> **Provided records**:
--------------------------------

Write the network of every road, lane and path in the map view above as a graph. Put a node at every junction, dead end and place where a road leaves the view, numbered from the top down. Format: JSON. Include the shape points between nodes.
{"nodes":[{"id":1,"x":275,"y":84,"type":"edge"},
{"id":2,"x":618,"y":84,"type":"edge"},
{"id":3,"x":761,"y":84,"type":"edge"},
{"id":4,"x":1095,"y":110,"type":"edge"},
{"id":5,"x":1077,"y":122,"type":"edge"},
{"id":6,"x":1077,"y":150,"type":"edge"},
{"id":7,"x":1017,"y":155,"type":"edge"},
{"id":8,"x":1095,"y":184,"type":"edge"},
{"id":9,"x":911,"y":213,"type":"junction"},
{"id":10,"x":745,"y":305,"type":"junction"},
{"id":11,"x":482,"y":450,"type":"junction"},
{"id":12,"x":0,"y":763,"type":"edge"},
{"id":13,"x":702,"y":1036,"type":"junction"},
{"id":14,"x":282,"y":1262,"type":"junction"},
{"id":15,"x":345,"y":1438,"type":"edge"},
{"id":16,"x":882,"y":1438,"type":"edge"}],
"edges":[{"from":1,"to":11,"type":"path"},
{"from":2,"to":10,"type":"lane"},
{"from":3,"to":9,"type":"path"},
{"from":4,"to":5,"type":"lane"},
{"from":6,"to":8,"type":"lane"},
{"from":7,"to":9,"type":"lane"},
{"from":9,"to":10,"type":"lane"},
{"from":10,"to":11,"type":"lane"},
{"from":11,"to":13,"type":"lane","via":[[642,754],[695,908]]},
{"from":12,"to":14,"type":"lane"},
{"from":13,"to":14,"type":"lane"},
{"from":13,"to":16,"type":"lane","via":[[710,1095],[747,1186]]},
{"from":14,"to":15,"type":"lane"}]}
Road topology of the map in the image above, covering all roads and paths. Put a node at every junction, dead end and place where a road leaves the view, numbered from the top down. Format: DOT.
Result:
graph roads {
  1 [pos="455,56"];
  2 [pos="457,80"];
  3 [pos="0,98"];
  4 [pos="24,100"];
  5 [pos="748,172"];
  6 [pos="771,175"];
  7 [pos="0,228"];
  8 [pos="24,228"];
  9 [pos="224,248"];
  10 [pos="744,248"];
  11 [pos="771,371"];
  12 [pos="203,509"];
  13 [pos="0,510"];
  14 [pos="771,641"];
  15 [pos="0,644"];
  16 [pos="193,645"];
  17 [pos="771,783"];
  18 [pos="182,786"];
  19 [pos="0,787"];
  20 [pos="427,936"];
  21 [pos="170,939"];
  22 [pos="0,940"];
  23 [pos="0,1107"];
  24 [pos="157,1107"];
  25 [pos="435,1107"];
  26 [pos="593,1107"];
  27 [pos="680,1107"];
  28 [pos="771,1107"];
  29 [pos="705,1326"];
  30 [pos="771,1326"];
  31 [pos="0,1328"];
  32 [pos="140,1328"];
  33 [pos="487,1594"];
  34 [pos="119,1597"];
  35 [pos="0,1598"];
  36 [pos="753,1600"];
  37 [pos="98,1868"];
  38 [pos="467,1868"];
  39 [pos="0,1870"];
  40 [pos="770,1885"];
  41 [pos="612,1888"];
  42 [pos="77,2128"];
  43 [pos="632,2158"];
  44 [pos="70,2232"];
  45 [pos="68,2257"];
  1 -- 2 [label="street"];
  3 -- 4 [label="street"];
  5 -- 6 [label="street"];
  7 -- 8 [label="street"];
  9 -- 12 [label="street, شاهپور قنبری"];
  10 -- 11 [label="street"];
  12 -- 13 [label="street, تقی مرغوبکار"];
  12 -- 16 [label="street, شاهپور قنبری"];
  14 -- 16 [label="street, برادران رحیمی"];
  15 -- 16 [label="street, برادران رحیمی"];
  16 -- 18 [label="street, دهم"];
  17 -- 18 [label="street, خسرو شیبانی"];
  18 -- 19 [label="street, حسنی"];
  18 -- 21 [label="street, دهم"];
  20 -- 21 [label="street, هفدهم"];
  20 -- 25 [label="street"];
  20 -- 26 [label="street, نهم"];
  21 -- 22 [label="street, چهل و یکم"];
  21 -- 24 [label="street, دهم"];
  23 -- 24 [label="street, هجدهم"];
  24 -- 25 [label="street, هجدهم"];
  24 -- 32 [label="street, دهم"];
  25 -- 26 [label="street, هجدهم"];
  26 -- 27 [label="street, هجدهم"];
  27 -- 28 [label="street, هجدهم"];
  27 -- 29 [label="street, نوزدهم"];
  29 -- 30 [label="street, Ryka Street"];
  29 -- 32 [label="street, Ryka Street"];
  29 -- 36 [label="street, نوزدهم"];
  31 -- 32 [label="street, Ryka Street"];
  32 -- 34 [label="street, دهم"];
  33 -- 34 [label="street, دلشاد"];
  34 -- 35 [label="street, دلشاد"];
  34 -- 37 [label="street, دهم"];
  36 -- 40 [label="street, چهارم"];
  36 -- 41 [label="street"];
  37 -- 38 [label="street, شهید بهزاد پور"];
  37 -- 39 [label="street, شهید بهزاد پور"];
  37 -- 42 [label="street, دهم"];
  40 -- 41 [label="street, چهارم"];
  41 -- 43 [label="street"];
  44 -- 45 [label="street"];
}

--------------------------------

> **How to complete this task**:
Could you write out all of the entries precisely as they stand?

> **Output of the task**:
Write the network of every road, lane and path in the map view above as a graph. Put a node at every junction, dead end and place where a road leaves the view, numbered from the top down. Format: JSON. Include the shape points between nodes.
{"nodes":[{"id":1,"x":275,"y":84,"type":"edge"},
{"id":2,"x":618,"y":84,"type":"edge"},
{"id":3,"x":761,"y":84,"type":"edge"},
{"id":4,"x":1095,"y":110,"type":"edge"},
{"id":5,"x":1077,"y":122,"type":"edge"},
{"id":6,"x":1077,"y":150,"type":"edge"},
{"id":7,"x":1017,"y":155,"type":"edge"},
{"id":8,"x":1095,"y":184,"type":"edge"},
{"id":9,"x":911,"y":213,"type":"junction"},
{"id":10,"x":745,"y":305,"type":"junction"},
{"id":11,"x":482,"y":450,"type":"junction"},
{"id":12,"x":0,"y":763,"type":"edge"},
{"id":13,"x":702,"y":1036,"type":"junction"},
{"id":14,"x":282,"y":1262,"type":"junction"},
{"id":15,"x":345,"y":1438,"type":"edge"},
{"id":16,"x":882,"y":1438,"type":"edge"}],
"edges":[{"from":1,"to":11,"type":"path"},
{"from":2,"to":10,"type":"lane"},
{"from":3,"to":9,"type":"path"},
{"from":4,"to":5,"type":"lane"},
{"from":6,"to":8,"type":"lane"},
{"from":7,"to":9,"type":"lane"},
{"from":9,"to":10,"type":"lane"},
{"from":10,"to":11,"type":"lane"},
{"from":11,"to":13,"type":"lane","via":[[642,754],[695,908]]},
{"from":12,"to":14,"type":"lane"},
{"from":13,"to":14,"type":"lane"},
{"from":13,"to":16,"type":"lane","via":[[710,1095],[747,1186]]},
{"from":14,"to":15,"type":"lane"}]}
Road topology of the map in the image above, covering all roads and paths. Put a node at every junction, dead end and place where a road leaves the view, numbered from the top down. Format: DOT.
Result:
graph roads {
  1 [pos="455,56"];
  2 [pos="457,80"];
  3 [pos="0,98"];
  4 [pos="24,100"];
  5 [pos="748,172"];
  6 [pos="771,175"];
  7 [pos="0,228"];
  8 [pos="24,228"];
  9 [pos="224,248"];
  10 [pos="744,248"];
  11 [pos="771,371"];
  12 [pos="203,509"];
  13 [pos="0,510"];
  14 [pos="771,641"];
  15 [pos="0,644"];
  16 [pos="193,645"];
  17 [pos="771,783"];
  18 [pos="182,786"];
  19 [pos="0,787"];
  20 [pos="427,936"];
  21 [pos="170,939"];
  22 [pos="0,940"];
  23 [pos="0,1107"];
  24 [pos="157,1107"];
  25 [pos="435,1107"];
  26 [pos="593,1107"];
  27 [pos="680,1107"];
  28 [pos="771,1107"];
  29 [pos="705,1326"];
  30 [pos="771,1326"];
  31 [pos="0,1328"];
  32 [pos="140,1328"];
  33 [pos="487,1594"];
  34 [pos="119,1597"];
  35 [pos="0,1598"];
  36 [pos="753,1600"];
  37 [pos="98,1868"];
  38 [pos="467,1868"];
  39 [pos="0,1870"];
  40 [pos="770,1885"];
  41 [pos="612,1888"];
  42 [pos="77,2128"];
  43 [pos="632,2158"];
  44 [pos="70,2232"];
  45 [pos="68,2257"];
  1 -- 2 [label="street"];
  3 -- 4 [label="street"];
  5 -- 6 [label="street"];
  7 -- 8 [label="street"];
  9 -- 12 [label="street, شاهپور قنبری"];
  10 -- 11 [label="street"];
  12 -- 13 [label="street, تقی مرغوبکار"];
  12 -- 16 [label="street, شاهپور قنبری"];
  14 -- 16 [label="street, برادران رحیمی"];
  15 -- 16 [label="street, برادران رحیمی"];
  16 -- 18 [label="street, دهم"];
  17 -- 18 [label="street, خسرو شیبانی"];
  18 -- 19 [label="street, حسنی"];
  18 -- 21 [label="street, دهم"];
  20 -- 21 [label="street, هفدهم"];
  20 -- 25 [label="street"];
  20 -- 26 [label="street, نهم"];
  21 -- 22 [label="street, چهل و یکم"];
  21 -- 24 [label="street, دهم"];
  23 -- 24 [label="street, هجدهم"];
  24 -- 25 [label="street, هجدهم"];
  24 -- 32 [label="street, دهم"];
  25 -- 26 [label="street, هجدهم"];
  26 -- 27 [label="street, هجدهم"];
  27 -- 28 [label="street, هجدهم"];
  27 -- 29 [label="street, نوزدهم"];
  29 -- 30 [label="street, Ryka Street"];
  29 -- 32 [label="street, Ryka Street"];
  29 -- 36 [label="street, نوزدهم"];
  31 -- 32 [label="street, Ryka Street"];
  32 -- 34 [label="street, دهم"];
  33 -- 34 [label="street, دلشاد"];
  34 -- 35 [label="street, دلشاد"];
  34 -- 37 [label="street, دهم"];
  36 -- 40 [label="street, چهارم"];
  36 -- 41 [label="street"];
  37 -- 38 [label="street, شهید بهزاد پور"];
  37 -- 39 [label="street, شهید بهزاد پور"];
  37 -- 42 [label="street, دهم"];
  40 -- 41 [label="street, چهارم"];
  41 -- 43 [label="street"];
  44 -- 45 [label="street"];
}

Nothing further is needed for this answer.